Gay marriage supporters in Oregon are encouraged by Wednesday’s rulings. Jeanna Frazzini is the Executive Director of Basic Rights Oregon. She says public opinion has shifted quickly on same-sex marriage.
She explained, “The most recent public polling that I saw that was Oregon-specific was in December of 2012 that showed 54 percent support for the freedom to marry, 40 percent opposition. Just one year ago, we were looking at public polling numbers that indicated support was not yet over 50 percent and that the state was evenly divided.”

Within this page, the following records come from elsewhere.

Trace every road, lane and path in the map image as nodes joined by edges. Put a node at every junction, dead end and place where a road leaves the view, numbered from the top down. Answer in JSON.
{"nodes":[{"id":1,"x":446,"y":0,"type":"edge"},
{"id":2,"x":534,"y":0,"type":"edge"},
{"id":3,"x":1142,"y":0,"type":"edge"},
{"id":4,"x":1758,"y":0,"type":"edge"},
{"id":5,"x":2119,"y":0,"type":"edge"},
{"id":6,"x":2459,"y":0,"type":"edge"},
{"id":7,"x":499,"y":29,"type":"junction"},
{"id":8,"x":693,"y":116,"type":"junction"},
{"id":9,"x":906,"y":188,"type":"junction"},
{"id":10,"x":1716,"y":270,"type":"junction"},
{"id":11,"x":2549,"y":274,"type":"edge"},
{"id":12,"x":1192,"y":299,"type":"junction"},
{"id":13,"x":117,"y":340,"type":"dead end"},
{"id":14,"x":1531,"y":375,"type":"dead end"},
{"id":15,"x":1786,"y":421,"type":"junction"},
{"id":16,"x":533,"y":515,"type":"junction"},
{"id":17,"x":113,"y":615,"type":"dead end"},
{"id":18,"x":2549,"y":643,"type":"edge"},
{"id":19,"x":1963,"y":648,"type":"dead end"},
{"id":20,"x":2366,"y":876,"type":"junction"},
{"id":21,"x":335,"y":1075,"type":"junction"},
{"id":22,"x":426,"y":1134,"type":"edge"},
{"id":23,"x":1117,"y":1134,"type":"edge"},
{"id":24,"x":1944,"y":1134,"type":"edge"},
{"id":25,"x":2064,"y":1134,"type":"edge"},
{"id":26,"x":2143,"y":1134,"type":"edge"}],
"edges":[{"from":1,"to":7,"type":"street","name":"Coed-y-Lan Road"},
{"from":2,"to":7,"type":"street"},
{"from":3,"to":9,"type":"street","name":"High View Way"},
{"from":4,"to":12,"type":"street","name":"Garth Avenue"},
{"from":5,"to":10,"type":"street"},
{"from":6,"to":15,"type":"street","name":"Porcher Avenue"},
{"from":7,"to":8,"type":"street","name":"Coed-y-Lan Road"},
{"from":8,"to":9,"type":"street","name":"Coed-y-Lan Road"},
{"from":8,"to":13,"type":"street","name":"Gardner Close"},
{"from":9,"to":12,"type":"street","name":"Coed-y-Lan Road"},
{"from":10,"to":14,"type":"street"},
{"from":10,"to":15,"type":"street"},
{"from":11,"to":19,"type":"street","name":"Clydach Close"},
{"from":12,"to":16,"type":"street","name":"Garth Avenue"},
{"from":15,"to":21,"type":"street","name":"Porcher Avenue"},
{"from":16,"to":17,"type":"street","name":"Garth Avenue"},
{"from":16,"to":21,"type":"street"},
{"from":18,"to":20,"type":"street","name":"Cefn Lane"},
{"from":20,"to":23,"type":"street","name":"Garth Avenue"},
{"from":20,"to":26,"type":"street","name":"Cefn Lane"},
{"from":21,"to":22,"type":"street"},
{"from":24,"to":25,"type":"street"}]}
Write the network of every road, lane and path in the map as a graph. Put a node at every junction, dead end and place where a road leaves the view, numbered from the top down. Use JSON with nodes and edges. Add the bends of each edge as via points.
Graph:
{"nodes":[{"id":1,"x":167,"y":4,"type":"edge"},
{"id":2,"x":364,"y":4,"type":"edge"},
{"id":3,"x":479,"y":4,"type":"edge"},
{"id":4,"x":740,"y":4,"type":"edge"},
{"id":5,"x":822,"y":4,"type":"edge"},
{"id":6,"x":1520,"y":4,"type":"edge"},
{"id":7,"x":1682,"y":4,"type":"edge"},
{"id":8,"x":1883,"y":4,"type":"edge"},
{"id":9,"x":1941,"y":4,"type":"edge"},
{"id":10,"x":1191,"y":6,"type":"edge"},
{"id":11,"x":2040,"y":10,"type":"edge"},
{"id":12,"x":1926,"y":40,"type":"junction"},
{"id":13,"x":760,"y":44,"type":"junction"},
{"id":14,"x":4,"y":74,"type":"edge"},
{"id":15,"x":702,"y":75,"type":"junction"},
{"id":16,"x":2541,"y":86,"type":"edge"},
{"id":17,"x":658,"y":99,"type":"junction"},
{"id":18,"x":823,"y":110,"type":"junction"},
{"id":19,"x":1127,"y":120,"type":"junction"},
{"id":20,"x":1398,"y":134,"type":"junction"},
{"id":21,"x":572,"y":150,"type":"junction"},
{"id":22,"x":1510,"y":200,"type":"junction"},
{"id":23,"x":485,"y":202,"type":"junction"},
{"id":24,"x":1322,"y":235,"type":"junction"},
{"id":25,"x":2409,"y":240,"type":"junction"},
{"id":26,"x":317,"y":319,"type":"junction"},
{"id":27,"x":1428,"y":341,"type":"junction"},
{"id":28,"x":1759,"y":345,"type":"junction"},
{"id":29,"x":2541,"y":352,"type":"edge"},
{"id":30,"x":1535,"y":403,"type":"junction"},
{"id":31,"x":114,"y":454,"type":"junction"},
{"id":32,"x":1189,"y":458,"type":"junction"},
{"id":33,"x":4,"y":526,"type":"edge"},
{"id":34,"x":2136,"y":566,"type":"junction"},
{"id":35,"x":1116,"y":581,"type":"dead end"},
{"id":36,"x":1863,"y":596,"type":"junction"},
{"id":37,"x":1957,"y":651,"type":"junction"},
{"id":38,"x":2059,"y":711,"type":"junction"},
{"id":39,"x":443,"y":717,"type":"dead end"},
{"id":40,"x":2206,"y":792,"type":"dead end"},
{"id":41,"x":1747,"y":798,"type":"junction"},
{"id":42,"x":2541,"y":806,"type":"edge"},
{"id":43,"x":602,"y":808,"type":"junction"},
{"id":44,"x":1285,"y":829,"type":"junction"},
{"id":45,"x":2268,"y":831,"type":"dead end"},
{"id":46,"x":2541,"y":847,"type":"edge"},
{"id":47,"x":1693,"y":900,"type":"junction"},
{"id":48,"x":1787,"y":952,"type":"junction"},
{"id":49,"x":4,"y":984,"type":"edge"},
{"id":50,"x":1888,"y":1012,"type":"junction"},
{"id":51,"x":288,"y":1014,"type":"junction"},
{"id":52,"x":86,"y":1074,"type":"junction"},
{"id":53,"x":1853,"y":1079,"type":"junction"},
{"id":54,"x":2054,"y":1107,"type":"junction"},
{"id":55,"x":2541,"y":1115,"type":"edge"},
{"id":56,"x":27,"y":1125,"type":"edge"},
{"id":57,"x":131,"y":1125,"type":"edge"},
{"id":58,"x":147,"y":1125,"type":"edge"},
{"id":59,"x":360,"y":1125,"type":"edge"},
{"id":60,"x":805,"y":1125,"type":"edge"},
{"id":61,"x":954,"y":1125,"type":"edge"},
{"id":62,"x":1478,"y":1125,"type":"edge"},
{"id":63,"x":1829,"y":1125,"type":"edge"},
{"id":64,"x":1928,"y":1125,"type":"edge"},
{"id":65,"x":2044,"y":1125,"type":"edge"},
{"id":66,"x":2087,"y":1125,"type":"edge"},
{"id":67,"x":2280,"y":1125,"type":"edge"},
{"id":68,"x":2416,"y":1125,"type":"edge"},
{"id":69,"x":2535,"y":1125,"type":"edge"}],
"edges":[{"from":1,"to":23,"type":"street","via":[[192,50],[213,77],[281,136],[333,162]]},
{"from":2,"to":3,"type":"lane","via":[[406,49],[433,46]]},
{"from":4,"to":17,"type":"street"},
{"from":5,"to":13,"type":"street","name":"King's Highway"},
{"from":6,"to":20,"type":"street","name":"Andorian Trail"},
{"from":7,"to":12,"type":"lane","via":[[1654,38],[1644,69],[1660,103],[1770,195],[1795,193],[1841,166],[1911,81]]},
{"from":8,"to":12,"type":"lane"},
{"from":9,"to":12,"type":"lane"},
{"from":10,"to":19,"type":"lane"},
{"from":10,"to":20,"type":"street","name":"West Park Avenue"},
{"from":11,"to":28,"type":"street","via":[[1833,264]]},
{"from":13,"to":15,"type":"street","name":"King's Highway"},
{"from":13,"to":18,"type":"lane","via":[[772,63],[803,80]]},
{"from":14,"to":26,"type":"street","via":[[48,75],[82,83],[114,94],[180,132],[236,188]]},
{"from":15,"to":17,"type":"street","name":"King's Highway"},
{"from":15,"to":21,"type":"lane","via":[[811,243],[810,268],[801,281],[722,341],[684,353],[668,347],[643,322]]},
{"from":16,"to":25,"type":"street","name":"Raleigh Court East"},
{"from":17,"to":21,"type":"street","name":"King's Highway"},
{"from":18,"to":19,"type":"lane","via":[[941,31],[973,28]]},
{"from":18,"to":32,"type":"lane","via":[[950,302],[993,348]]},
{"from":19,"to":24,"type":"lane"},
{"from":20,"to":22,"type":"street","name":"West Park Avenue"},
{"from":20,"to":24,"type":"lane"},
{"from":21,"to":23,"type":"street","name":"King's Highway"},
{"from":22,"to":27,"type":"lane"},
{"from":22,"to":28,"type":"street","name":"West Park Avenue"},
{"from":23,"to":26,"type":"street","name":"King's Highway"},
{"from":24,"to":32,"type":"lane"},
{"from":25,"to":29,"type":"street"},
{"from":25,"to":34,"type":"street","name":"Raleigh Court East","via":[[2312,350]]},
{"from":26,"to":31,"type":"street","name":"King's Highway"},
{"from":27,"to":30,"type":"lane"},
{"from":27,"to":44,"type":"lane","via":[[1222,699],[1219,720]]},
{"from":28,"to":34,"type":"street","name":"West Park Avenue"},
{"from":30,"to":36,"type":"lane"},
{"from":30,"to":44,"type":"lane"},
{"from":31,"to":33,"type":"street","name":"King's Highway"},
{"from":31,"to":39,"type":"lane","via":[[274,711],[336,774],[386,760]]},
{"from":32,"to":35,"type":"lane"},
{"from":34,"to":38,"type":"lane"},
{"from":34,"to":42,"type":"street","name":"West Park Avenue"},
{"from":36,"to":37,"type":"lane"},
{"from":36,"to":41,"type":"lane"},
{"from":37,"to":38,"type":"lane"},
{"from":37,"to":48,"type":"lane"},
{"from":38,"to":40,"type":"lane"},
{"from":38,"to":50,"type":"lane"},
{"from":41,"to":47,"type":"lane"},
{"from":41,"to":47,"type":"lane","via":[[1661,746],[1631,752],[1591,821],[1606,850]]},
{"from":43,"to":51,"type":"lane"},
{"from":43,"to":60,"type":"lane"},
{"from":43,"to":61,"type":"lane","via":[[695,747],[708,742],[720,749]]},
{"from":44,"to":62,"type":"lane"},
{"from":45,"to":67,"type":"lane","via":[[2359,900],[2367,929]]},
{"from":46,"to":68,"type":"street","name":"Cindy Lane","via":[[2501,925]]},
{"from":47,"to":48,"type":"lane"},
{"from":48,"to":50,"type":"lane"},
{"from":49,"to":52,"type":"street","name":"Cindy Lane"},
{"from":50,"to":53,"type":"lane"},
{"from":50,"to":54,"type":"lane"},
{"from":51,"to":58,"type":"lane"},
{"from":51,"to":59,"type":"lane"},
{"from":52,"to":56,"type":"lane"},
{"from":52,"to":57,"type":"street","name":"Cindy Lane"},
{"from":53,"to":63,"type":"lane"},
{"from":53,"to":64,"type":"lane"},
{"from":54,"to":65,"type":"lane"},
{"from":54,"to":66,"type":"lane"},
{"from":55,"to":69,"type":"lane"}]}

Frazzini notes the Supreme Court decision changes nothing for gay and lesbian couples in Oregon today. Her group is working on a 2014 ballot measure to overturn Oregon’s Measure 36. Voters passed that initiative in 2004. It limits marriage to one man and one woman.
David Fidanque is the head of the ACLU of Oregon. His group supports the Basic Rights Oregon campaign. But he notes that Oregon law does not, at the moment, offer marriage as an option for gay couples. And Fidanque says some might choose to move to Washington, where they can marry legally. He says he finds that an unsatisfactory alternative.
He said, “You know, a lot of families don’t have that luxury. If your work is in Grants Pass or Roseburg, or Baker City, what option do you have? You need to be where you can earn a living, and you need to protect your family a best you can.”
Jeanna Frazzini says petitions for the 2014 measure should be ready soon. Signatures must be gathered by July of next year.